To do
This exercise calls for copying every line below that holds the word "ASAFOATSE".

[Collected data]
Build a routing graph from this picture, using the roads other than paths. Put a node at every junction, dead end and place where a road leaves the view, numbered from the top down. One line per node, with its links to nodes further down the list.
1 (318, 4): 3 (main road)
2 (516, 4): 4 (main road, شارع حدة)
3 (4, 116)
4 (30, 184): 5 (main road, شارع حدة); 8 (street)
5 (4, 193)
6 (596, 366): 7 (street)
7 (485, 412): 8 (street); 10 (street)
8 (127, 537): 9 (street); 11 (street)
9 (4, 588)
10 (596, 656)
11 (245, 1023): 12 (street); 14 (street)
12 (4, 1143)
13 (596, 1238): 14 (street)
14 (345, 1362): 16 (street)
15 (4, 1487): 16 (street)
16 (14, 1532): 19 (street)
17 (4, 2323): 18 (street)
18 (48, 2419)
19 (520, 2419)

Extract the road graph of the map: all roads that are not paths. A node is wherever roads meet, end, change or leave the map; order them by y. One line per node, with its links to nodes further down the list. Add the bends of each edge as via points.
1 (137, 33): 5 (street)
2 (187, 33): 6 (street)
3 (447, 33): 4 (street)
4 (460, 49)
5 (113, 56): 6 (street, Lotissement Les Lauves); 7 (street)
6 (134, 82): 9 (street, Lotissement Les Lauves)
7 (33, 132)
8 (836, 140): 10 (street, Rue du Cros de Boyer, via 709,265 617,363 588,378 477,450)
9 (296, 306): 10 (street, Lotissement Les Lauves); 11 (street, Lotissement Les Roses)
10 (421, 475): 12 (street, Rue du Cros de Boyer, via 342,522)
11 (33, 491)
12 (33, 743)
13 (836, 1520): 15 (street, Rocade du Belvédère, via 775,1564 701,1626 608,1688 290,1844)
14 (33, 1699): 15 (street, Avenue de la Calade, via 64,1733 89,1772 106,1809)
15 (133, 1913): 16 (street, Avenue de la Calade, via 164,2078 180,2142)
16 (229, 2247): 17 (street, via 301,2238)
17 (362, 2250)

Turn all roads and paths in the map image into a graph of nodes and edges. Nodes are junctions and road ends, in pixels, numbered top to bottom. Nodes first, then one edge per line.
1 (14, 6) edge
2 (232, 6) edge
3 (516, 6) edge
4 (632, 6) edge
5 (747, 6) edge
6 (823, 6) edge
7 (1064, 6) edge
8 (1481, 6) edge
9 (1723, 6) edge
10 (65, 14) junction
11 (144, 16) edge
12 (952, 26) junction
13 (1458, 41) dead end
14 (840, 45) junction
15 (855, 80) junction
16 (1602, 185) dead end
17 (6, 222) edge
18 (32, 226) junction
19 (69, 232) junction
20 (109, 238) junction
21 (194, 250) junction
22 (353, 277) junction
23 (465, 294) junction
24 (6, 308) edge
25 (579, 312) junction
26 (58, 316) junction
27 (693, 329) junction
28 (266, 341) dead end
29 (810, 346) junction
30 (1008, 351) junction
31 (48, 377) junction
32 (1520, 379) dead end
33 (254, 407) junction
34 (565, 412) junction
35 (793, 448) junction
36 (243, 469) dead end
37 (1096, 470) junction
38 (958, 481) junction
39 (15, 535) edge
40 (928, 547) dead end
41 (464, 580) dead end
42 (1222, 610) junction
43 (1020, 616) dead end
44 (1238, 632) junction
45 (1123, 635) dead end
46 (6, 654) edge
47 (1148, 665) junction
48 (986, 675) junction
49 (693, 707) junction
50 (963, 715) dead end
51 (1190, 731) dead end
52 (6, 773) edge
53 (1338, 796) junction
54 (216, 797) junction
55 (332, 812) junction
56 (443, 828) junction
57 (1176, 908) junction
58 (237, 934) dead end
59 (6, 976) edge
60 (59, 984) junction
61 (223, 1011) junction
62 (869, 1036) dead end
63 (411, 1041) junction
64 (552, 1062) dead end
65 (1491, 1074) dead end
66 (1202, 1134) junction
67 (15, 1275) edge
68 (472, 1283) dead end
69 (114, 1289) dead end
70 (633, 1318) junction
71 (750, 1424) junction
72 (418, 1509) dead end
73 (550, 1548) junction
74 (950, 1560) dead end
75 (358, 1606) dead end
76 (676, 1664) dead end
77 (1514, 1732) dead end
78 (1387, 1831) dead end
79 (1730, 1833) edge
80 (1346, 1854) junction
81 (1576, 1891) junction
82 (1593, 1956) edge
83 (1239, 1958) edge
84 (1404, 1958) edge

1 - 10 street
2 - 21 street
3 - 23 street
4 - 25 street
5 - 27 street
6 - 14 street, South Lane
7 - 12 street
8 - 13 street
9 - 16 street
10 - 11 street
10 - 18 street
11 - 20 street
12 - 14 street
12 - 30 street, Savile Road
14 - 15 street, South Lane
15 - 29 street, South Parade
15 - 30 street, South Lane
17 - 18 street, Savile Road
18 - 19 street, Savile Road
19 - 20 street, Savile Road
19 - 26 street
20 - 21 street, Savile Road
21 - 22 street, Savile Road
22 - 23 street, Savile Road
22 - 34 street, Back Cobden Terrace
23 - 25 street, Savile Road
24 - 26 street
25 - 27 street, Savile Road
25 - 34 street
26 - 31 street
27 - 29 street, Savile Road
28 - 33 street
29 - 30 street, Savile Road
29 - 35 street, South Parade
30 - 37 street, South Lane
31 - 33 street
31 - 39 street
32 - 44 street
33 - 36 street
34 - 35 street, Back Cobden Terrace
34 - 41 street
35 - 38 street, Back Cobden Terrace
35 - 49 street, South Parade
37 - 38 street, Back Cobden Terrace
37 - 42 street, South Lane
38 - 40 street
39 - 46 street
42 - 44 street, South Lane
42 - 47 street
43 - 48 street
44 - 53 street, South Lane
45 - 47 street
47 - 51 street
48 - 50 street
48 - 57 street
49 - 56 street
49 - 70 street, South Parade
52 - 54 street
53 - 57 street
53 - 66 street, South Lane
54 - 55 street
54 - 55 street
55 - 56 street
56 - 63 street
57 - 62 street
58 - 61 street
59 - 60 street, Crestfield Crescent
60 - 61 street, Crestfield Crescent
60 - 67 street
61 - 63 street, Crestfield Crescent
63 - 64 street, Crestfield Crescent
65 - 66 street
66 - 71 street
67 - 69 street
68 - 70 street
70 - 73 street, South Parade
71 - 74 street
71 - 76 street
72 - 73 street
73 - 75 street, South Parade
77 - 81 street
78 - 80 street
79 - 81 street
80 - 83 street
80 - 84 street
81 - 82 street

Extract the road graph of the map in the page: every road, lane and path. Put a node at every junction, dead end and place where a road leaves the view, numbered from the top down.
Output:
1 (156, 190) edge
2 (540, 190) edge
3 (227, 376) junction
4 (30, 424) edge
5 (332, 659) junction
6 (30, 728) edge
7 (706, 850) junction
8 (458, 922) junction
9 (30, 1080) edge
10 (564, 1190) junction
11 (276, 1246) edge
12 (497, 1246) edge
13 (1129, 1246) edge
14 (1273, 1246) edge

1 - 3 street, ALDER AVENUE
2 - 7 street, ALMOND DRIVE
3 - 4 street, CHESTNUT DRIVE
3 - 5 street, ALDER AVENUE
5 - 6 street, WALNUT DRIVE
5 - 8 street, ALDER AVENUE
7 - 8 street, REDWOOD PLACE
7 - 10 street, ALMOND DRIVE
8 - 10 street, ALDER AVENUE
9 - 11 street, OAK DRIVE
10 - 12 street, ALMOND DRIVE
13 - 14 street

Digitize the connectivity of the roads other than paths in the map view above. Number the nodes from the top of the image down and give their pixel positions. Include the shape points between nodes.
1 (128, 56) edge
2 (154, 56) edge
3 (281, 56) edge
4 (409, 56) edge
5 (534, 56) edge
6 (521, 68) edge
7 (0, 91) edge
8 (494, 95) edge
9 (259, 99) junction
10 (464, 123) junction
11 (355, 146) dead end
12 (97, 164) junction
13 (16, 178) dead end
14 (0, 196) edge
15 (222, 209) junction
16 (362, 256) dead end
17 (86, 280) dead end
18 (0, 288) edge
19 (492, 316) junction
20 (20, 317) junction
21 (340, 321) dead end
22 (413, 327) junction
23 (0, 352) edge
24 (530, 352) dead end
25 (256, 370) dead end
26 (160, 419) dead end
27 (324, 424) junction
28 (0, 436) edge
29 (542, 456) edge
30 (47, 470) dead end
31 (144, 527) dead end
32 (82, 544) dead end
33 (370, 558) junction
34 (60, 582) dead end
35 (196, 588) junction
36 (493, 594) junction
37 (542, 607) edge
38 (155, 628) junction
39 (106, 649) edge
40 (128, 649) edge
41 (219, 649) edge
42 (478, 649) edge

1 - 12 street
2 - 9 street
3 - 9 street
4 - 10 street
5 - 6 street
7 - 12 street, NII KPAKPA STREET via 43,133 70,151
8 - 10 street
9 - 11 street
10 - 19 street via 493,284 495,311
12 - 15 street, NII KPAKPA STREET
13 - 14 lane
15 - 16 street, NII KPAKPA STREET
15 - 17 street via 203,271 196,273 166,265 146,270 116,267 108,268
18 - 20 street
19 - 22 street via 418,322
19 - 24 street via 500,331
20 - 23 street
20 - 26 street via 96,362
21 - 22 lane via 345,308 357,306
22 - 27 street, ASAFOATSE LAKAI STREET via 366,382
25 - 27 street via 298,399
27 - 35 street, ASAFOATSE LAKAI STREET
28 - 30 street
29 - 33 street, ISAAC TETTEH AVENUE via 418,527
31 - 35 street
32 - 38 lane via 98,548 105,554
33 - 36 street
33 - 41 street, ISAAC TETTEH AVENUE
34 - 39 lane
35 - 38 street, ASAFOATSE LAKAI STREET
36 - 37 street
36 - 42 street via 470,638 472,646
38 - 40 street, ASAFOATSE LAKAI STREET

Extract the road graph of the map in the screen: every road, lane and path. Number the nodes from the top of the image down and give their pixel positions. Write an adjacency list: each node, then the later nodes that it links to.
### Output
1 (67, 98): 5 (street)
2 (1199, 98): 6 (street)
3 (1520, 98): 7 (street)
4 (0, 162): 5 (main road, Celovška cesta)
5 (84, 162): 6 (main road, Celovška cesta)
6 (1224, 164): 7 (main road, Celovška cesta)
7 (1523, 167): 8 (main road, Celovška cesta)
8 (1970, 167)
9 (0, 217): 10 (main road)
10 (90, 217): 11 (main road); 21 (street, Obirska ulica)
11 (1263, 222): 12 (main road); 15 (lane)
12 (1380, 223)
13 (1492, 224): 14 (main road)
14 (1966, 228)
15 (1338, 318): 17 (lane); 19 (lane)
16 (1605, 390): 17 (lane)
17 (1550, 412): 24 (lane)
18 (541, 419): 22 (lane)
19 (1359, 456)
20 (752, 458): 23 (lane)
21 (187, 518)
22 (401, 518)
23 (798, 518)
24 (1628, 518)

Exercise response
22 - 27 street, ASAFOATSE LAKAI STREET via 366,382
27 - 35 street, ASAFOATSE LAKAI STREET
35 - 38 street, ASAFOATSE LAKAI STREET
38 - 40 street, ASAFOATSE LAKAI STREET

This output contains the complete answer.